Set in 2088, we follow the journal and narration of twelve-year-old Tristan, who has a condition rendering him unable to feel physical pain and emotional distress – almost an inversion of Lauren Olamina’s condition in Octavia Butler’s Parable duology. Tristan lives with his mother, a woman with dangerously radical beliefs, and his older brother, a satellite hacker whose drug addiction and illegal hobbies leave Tristan with little in the way of family support. They live in Canland, one of many settlements, or “Parts”, run by the authoritarian WORLD (Worldwide Objective: Restoration Longevity Dominion) program. WORLD arose after the environmental collapse and subsequent wars of the mid-21st century.
Located in modern-day California, residents of Canland dedicate their lives to ecological restoration. Tristan loves Canland and hopes to one day contribute to the goal of greening the desert and living in harmony with nature. As the son of two of Canland’s founders, he has special privileges and tolerates many of his mother’s restrictive rules for his behavior, and forgives her ideas which often border on eco-fascism. But as the novel progresses, he can’t help questioning the issues plaguing Canland: a mounting number of suicides, mistreatment of climate refugees, and rampant substance abuse.
Since the story is told entirely through Tristan’s eyes, the reader is subject to his narrow view of the world. He often misses things that would seem obvious to a narrator without his physical and emotional limitations. This leads to situations that can be uncomfortable, like when he tries to force a friendship with a classmate, and sometimes dangerous, like when he doesn’t fully recognize his mother’s abuse. We are left to read between the lines of Tristan’s accounts. Our source of information is so easily manipulated, so eager to please those whom he loves – can we trust what he’s telling us?
To be clear, Tristan doesn’t lack emotional depth.

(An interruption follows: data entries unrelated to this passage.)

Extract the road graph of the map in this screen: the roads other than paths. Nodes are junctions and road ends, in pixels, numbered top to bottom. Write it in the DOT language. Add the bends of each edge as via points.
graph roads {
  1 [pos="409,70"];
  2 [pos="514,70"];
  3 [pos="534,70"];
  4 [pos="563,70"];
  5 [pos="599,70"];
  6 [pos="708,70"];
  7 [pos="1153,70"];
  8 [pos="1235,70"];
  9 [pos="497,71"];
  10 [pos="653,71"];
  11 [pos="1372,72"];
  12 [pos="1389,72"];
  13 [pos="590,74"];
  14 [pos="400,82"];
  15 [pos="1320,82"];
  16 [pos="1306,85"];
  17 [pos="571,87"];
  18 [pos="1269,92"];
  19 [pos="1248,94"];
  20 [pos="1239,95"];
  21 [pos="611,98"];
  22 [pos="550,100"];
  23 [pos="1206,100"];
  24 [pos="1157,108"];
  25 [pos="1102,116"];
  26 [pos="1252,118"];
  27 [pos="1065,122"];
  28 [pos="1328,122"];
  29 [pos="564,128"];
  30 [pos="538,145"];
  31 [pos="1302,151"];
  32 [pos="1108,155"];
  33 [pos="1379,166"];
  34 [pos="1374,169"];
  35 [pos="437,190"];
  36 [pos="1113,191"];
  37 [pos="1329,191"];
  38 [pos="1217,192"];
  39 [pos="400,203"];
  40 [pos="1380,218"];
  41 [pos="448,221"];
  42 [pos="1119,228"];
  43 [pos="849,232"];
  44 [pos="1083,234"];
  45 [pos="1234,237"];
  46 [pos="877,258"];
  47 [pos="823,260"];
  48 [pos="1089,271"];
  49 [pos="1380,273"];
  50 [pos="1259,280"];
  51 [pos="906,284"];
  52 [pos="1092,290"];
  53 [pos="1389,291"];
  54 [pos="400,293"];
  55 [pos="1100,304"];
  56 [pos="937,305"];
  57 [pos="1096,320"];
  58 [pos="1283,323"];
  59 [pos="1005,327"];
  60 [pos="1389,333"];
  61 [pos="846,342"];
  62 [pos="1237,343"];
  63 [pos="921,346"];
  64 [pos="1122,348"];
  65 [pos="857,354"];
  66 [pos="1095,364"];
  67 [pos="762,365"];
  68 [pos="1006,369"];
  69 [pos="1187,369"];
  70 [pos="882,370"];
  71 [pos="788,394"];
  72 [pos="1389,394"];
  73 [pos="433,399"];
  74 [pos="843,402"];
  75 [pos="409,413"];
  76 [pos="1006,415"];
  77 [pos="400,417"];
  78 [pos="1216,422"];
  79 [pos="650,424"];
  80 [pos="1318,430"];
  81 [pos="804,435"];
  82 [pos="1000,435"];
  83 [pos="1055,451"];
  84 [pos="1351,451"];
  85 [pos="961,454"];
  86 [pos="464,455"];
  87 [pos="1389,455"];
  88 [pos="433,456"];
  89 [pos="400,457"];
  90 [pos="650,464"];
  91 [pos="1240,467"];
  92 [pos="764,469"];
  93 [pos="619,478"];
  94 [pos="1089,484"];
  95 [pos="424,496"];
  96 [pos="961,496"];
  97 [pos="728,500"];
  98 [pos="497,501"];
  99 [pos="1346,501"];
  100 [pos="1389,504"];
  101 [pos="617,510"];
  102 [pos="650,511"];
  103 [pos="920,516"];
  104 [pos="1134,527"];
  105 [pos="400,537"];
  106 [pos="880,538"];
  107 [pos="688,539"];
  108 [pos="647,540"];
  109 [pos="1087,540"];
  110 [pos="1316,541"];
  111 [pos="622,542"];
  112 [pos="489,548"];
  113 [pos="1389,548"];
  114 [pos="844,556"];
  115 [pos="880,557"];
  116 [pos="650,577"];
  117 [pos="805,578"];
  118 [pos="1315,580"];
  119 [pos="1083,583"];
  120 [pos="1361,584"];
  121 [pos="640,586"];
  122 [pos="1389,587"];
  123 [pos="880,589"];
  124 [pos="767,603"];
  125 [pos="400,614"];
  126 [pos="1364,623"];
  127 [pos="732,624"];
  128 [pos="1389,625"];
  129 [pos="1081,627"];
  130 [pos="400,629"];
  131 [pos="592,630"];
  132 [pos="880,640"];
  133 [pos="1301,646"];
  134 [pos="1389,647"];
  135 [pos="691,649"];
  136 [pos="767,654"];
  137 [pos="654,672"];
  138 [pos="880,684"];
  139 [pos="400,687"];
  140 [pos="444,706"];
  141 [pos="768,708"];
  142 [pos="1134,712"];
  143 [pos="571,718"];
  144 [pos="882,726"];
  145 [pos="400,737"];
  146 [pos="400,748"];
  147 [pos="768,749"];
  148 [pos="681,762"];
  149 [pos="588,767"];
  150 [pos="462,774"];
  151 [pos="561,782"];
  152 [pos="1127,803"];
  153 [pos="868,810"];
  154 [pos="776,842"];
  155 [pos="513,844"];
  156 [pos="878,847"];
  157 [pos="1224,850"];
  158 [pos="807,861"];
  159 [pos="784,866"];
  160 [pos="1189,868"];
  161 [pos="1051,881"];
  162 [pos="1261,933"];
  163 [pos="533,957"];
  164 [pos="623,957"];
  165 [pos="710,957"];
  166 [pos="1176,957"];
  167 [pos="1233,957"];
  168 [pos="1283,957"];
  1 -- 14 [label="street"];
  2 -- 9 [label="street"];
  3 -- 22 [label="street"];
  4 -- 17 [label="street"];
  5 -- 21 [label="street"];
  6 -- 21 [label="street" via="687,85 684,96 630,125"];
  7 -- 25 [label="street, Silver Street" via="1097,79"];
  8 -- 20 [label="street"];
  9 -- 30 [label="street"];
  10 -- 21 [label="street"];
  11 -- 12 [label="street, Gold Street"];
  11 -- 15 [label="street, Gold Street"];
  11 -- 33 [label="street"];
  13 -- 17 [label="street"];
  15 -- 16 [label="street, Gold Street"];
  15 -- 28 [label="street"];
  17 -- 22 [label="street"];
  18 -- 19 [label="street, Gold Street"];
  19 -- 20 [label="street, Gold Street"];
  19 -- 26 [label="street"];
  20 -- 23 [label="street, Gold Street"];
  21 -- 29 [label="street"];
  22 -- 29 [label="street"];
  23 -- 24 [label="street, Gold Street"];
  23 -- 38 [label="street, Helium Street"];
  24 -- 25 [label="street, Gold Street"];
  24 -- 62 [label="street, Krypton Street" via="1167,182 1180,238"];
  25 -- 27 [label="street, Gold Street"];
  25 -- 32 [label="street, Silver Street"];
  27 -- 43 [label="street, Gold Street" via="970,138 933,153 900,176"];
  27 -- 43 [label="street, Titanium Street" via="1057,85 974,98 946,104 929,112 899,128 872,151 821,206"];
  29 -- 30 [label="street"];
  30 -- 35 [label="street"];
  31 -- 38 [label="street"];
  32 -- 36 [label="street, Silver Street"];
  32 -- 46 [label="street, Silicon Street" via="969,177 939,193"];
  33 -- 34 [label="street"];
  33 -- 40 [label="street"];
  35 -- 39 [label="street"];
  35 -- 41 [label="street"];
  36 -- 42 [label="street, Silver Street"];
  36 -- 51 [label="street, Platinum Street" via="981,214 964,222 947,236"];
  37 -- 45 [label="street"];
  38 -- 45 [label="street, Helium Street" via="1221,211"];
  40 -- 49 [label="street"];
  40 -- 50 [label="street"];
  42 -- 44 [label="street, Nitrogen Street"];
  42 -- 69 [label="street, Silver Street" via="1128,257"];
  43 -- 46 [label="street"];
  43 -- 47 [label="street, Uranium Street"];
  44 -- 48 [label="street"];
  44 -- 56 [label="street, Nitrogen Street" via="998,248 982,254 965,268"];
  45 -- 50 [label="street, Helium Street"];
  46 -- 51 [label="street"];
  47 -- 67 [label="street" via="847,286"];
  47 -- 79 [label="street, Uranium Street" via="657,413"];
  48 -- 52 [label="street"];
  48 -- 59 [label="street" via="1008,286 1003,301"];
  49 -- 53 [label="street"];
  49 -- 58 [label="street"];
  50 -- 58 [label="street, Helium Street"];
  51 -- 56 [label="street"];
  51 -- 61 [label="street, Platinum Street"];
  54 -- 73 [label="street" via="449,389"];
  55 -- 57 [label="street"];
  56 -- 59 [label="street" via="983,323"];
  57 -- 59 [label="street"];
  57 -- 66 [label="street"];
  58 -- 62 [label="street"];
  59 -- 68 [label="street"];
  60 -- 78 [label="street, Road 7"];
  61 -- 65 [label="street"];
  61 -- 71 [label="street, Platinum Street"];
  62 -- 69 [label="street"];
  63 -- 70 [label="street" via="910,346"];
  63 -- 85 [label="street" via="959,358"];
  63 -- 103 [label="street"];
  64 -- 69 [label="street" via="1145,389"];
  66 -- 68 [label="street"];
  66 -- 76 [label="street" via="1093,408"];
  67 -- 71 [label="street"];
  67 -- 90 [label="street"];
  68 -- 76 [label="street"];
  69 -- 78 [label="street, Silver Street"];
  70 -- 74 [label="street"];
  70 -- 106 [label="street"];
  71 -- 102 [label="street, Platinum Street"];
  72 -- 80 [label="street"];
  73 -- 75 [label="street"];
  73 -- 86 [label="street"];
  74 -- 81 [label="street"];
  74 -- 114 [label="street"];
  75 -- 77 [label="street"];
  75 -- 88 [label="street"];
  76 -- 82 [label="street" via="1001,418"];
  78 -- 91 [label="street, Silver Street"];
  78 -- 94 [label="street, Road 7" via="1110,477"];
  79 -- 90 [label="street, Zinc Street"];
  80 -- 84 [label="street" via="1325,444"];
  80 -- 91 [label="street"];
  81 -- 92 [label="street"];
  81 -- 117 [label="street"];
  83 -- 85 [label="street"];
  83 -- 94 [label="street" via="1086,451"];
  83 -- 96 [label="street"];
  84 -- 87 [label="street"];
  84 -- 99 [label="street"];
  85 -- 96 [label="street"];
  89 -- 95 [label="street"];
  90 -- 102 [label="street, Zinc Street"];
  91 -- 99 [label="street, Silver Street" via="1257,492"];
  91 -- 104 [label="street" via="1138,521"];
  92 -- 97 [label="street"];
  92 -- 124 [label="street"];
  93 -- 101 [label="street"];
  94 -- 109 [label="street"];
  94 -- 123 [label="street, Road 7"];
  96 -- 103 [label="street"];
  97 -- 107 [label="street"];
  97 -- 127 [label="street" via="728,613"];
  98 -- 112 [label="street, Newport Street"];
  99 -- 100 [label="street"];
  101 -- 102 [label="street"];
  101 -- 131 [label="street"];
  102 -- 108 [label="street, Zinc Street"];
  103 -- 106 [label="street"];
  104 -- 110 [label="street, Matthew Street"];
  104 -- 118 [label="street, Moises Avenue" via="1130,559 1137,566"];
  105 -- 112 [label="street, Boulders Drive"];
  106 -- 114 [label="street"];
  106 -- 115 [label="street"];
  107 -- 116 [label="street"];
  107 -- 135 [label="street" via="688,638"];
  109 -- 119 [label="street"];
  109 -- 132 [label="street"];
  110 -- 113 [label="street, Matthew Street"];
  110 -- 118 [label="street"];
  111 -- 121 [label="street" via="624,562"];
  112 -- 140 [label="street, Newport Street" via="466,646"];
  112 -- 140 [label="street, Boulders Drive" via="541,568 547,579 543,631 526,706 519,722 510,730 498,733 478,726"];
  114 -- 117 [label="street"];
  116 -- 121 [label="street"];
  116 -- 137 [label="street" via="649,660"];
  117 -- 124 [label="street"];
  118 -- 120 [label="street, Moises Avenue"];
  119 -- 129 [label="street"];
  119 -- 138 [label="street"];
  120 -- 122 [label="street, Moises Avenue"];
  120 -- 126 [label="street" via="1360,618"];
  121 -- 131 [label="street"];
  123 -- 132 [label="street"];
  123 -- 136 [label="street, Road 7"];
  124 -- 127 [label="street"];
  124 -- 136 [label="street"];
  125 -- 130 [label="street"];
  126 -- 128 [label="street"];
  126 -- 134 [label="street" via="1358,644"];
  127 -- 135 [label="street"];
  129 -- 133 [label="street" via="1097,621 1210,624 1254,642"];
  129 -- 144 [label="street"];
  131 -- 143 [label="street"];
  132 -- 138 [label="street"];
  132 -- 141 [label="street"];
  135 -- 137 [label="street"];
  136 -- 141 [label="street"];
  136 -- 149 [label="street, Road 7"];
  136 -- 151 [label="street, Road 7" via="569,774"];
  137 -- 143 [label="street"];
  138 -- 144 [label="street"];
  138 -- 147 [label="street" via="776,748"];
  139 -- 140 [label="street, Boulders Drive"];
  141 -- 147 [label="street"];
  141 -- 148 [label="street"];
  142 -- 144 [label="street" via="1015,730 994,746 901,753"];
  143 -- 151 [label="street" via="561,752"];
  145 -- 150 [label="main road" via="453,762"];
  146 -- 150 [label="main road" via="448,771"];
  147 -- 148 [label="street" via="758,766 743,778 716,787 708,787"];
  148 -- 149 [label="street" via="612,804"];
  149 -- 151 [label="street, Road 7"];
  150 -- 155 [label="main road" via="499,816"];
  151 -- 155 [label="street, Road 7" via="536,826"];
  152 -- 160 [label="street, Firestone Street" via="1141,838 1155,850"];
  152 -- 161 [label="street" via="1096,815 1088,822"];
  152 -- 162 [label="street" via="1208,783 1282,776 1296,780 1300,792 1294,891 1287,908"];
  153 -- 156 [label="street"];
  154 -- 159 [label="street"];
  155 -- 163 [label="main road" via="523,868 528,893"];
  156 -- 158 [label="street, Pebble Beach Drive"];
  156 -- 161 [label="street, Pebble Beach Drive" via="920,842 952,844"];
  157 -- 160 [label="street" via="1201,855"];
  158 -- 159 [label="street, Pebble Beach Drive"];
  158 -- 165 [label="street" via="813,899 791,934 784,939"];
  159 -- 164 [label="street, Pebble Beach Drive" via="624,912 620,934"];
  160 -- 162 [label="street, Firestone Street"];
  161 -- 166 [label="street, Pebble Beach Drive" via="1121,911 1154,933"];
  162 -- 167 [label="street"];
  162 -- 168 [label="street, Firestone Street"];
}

He is fully devoted to the people close to him and has strong relationships with his brother and other friends in Canland. I loved seeing Tristan’s capacity for empathy revisited again and again throughout the novel as he strives to understand and explore the darker elements of Canland. Despite his age, he often feels much wiser than one would expect a teenager to be. Tristan’s experience of the world feels authentic and remains consistent to his character even as he ages throughout the book. He is a deep, well-rounded character who, while frustrating at times, I enjoyed spending time with.
The world is also a creative take on the typical ecological apocalypse scenario. I appreciated the idea that valuing sustainability and striving for ecological restoration would be a priority held by most parties, good and bad, who survived an ecological catastrophe. The structure and roles within the new society were inventive and the descriptions of scenery were rich and engaging. The questions being asked by and of this future society – What is our place in nature? What duty do we have to fellow humans? – are the very questions we’re asking of ourselves in 2022.
Overall, Orphans of Canland was a thoughtful and engaging read. I’m looking forward to what Vitale has in store for us next.